[Data entries]
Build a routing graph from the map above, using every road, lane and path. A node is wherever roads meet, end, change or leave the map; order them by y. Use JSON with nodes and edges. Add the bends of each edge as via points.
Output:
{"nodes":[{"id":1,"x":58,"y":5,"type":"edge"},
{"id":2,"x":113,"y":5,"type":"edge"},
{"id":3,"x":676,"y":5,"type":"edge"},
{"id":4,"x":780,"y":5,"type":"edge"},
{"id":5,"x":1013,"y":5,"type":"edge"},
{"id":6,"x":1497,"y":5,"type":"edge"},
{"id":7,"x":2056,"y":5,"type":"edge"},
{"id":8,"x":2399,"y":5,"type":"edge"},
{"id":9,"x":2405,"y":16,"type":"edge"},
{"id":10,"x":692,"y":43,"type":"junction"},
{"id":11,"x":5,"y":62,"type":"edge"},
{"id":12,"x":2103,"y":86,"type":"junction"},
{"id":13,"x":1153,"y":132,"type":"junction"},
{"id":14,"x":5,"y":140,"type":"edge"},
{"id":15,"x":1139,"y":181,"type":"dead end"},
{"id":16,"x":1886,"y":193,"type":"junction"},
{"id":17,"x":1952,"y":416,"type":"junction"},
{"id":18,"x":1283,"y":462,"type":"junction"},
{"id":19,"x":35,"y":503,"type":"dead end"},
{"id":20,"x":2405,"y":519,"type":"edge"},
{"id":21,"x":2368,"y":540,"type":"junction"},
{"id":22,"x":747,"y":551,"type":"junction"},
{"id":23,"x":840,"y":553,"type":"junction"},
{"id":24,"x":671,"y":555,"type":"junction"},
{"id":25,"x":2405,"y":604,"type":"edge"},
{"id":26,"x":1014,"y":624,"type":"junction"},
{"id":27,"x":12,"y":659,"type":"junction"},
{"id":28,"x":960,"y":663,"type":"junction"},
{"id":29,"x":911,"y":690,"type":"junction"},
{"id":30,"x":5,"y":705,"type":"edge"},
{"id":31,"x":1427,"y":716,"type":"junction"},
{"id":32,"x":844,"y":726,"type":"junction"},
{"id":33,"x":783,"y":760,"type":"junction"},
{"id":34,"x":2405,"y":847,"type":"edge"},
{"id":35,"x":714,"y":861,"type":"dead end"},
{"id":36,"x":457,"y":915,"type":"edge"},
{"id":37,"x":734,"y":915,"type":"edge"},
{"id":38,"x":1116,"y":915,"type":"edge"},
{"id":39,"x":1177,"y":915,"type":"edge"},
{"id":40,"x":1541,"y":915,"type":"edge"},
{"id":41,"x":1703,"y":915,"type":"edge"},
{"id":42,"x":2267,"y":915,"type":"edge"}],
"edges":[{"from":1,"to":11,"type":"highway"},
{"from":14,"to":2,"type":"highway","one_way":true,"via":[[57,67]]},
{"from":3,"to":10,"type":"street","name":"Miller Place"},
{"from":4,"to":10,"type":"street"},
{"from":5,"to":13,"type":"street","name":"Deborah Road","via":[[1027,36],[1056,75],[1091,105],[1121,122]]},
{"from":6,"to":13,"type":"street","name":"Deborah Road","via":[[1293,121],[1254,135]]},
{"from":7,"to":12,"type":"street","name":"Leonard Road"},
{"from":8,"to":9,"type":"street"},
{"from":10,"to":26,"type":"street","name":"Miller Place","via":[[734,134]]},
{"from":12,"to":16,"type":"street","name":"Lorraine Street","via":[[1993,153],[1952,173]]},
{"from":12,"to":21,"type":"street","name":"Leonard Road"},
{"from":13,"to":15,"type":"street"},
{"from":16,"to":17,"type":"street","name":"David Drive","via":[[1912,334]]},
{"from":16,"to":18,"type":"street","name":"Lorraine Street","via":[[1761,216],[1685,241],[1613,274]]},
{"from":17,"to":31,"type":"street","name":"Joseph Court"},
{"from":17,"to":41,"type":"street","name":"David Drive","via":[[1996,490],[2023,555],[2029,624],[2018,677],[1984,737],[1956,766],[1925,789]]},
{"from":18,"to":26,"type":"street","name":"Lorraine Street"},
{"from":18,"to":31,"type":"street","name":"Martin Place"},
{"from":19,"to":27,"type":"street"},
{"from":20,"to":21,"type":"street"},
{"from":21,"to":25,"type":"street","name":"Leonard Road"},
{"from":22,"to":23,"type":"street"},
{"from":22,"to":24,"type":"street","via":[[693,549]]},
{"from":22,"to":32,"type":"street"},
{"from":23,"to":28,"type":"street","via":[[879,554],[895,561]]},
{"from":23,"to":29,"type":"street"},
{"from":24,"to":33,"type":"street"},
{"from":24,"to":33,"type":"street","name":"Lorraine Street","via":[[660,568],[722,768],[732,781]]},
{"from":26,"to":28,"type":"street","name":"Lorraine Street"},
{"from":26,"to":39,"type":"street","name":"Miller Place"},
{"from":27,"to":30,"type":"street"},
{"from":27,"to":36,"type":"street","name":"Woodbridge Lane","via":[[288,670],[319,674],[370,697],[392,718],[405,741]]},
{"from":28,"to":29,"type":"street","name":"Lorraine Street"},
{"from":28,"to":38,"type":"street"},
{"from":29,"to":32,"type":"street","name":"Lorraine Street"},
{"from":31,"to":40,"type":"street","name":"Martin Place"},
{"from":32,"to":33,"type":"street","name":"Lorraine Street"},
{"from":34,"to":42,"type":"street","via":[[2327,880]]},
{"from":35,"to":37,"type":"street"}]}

§ **Exercise**:
In the entries above, how many lines hold "David"? Answer with the number alone.

§ **Solution for this problem**:
2